What is real, though, is the financial aspect of the transition. The upfront cost difference is marked: a new Mini electric starts at £32,550, while the petrol equivalent is almost £10,000 cheaper. The coronavirus pandemic caused shortages of new cars, which has prevented prices from dropping as expected. That means it is still impossible for some car owners to upgrade (even if the total cost of ownership can be cheaper, depending on electricity prices). People in cities who do not have off-street parking will also struggle with electric car ownership until charger numbers improve dramatically.
There is also the small matter of the billions of pounds, dollars and euros in taxes raked in by fuel taxes around the world. Replacing those revenues has proven a tricky problem for governments. They have mostly preferred to ignore the problem, although it is likely that road pricing will become common, once politicians have grasped the nettle.
“The reality has started to hit home now” that the industry is not quite ready for bans on petrol and diesel sales, said Ginny Buckley, the chief executive of Electrifying.com, a British EV buying website. “I get a sense that a lot of this policy wasn’t thought through. It was a relatively easy win.”
In many countries there has not been a proper reckoning of the costs of the transition, and who will pay for them. Norway offers one model, with more electric cars a head than anywhere else in the world. But that model has received heavy purchase subsidies (funded by oil wealth, no less), a route that other countries are wary of because of the cost.
Yet Buckley also gets frustrated at how the debate plays out in cartoonish terms. “There is some truth in it but what’s lacking is the context,” she says.
Some parts of the car industry are still holding out for later bans – although others such as the UK’s JLR, which makes Jaguars and Land Rovers, say it is too late for them to change course dramatically. Palmer is one of the few leaders in the electric car industry who thinks the UK’s 2030 ban should be delayed – arguing that going ahead of the EU (which has a 2035 deadline), whose carmakers control most of the UK industry, will not be viable. But either way, he argues that the tribal nature of the debate is harmful.

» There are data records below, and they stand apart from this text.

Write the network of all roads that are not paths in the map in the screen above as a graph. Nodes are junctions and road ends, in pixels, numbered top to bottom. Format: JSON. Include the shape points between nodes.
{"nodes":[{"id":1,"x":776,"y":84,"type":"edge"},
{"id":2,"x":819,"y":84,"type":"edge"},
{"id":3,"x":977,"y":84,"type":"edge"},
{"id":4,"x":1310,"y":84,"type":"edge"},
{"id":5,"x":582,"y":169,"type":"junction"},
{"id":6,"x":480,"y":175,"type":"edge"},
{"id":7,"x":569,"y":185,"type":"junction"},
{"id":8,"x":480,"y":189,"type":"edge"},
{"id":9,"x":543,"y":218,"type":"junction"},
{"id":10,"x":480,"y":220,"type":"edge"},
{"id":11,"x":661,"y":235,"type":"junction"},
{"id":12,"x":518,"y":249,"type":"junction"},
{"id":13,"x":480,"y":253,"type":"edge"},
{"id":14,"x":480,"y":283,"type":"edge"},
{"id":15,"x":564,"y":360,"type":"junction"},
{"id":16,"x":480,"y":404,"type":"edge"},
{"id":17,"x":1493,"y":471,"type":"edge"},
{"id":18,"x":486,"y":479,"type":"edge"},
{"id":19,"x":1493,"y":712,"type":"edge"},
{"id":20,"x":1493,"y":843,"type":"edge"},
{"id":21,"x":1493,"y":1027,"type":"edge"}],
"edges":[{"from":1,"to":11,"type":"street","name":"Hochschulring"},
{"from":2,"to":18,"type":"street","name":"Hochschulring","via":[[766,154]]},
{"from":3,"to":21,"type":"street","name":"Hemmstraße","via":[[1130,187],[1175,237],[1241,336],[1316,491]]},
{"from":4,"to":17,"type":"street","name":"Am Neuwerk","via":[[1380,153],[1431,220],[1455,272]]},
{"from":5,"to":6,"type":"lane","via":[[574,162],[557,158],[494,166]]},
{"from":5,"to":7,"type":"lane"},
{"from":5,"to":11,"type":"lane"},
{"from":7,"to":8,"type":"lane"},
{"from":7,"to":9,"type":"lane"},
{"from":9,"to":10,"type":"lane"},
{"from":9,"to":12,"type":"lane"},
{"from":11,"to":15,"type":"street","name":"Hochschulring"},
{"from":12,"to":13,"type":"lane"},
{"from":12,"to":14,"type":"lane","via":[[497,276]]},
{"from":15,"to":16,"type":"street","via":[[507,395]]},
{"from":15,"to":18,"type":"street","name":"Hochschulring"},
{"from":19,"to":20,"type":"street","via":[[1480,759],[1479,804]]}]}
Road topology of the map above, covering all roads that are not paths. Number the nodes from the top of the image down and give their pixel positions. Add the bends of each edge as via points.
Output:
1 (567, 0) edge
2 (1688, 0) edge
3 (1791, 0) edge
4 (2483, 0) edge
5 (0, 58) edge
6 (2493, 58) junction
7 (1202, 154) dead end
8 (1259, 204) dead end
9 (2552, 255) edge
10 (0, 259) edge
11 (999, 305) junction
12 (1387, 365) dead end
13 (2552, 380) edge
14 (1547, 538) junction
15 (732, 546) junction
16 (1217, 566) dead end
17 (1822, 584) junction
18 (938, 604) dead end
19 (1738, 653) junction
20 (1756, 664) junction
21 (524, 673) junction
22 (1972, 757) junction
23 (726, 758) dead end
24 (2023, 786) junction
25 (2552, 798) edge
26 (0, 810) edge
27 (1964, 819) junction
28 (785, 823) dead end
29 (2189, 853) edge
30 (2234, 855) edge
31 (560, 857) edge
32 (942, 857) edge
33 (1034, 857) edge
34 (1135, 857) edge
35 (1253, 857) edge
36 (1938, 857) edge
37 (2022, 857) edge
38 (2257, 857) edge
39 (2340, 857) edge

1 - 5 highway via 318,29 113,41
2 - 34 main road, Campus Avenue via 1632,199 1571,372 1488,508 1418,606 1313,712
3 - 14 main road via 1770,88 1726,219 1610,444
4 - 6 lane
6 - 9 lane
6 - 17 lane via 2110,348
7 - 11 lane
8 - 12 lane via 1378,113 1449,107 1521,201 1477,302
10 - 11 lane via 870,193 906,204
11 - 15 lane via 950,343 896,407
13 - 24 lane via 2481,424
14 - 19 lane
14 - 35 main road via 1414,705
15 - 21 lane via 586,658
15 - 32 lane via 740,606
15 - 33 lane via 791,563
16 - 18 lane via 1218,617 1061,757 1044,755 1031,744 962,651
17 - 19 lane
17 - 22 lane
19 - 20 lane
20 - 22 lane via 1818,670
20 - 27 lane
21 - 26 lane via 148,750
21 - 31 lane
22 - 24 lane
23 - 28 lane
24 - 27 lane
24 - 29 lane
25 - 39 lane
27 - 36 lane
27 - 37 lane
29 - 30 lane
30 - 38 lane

Ian Callum first started working seriously on electric cars in 2010, as design head of Jaguar. He designed the richly garlanded Jaguar I-Pace electric SUV and drives both electric cars and gas-guzzling sports cars. He acknowledges there is likely to be debate over the electric car for some time to come because they are still costly, for now, and the lack of chargers in many places means they are inconvenient.
But in the longer term he is convinced that the polarised “baddies and goodies” atmosphere will diminish as electric cars become mainstream.
“I really believe in time, as technology and the convenience of it catches up, it’ll become the power of choice,” he said. “Most people don’t really care what they drive. It’s about the convenience of the power that’s the issue.”